Final Thoughts (And a Challenge)

Void Editor is what Cursor should’ve been: open-source, privacy-first, and fairly priced (free). Is it perfect? No. Is it better than Cursor? In most ways, yes. In a few ways (tab completion accuracy, stability), no — but it’s getting better every week.

Here’s my challenge: Install Void, use it for a week, and count how many times you wish you were back in Cursor. For me, the answer was zero. And I saved $20.

Also, can we talk about how ridiculous it is that Cursor charges $20/month for a VS Code fork with some API calls? The API costs maybe $5/month if you’re a heavy user. The rest is pure profit. Void strips away the middleman and gives you the same features for free. It’s the democratization of AI coding tools, and I’m here for it.

Now if you’ll excuse me, I need to go refactor my entire codebase with Composer. It’s 3am, I’ve had too much coffee, and I’m feeling dangerous.


P.S. Yes, I know I sound like a shill. I’m not affiliated with Void in any way — I just really like not paying $20/month for something I can get for free.
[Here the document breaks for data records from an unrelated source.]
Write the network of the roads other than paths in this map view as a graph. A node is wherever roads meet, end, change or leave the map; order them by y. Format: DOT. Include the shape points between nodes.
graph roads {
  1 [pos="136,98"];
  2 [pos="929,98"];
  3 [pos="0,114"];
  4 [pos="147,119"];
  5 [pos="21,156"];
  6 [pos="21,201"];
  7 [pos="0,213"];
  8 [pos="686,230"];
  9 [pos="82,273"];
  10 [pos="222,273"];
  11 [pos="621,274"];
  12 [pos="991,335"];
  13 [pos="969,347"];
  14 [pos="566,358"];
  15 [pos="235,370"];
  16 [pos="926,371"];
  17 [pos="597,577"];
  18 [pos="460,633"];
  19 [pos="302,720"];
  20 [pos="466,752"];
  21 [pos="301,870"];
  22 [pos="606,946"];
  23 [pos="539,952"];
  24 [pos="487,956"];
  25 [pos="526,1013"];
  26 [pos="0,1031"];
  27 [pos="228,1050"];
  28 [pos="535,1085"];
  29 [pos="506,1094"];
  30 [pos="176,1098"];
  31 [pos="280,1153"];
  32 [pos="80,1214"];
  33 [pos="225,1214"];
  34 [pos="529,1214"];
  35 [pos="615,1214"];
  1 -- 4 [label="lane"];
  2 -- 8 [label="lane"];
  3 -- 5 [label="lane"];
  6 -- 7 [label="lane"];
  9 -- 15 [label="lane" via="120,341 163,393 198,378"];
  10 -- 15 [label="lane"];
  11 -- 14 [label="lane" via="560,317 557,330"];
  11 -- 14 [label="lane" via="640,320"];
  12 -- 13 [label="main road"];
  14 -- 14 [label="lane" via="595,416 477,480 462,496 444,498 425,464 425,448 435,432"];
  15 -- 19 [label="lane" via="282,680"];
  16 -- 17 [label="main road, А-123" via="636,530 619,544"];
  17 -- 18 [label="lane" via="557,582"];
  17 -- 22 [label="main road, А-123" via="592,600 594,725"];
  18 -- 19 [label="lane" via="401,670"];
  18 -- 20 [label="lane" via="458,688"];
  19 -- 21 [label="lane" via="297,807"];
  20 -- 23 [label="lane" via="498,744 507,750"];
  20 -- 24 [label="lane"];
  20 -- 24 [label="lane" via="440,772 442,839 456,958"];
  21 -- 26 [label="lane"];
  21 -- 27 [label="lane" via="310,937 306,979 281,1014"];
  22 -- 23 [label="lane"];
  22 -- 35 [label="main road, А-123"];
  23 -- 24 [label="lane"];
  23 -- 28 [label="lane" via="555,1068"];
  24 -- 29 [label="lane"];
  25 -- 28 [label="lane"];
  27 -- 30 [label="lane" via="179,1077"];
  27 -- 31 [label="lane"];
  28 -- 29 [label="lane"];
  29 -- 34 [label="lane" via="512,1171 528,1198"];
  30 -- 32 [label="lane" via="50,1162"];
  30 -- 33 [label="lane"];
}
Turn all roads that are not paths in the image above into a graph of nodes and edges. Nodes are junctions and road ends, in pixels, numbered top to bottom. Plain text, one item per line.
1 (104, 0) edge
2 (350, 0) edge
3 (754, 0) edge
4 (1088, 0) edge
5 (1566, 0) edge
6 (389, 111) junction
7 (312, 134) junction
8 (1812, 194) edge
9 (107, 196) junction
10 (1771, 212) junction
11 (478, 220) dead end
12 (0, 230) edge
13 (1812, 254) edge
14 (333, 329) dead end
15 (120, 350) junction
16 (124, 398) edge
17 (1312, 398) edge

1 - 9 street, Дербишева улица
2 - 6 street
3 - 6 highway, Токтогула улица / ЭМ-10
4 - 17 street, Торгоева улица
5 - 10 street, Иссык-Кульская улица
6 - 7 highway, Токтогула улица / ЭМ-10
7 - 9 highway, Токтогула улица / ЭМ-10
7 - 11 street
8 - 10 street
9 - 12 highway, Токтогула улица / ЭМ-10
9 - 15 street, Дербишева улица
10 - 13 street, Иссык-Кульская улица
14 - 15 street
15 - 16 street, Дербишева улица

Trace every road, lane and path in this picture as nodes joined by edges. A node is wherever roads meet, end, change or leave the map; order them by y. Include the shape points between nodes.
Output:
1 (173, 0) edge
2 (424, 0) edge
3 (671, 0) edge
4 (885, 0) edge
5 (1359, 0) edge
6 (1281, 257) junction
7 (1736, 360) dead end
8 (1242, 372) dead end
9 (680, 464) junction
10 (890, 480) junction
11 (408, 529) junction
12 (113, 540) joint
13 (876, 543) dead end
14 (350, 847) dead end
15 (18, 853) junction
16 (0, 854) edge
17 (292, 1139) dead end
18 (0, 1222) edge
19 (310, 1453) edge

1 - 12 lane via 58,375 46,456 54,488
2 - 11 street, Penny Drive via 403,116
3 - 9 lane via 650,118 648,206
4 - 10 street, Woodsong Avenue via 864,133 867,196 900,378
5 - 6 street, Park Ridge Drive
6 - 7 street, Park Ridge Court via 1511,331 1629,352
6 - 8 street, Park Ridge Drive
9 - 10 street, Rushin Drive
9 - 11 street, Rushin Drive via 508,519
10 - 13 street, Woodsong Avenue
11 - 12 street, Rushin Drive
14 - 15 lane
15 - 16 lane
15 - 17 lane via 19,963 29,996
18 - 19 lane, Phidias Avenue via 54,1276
P.P.S. 25,000+ GitHub stars don’t lie. Go star it at github.com/voideditor/voideditor and join the Discord. The community is small but mighty.

P.P.P.S. If you’re a Cursor employee reading this: I’m sorry (but not really). Your product is great, but $20/month is extortion. Open-source it and I’ll come back. Until then, I’m team Void.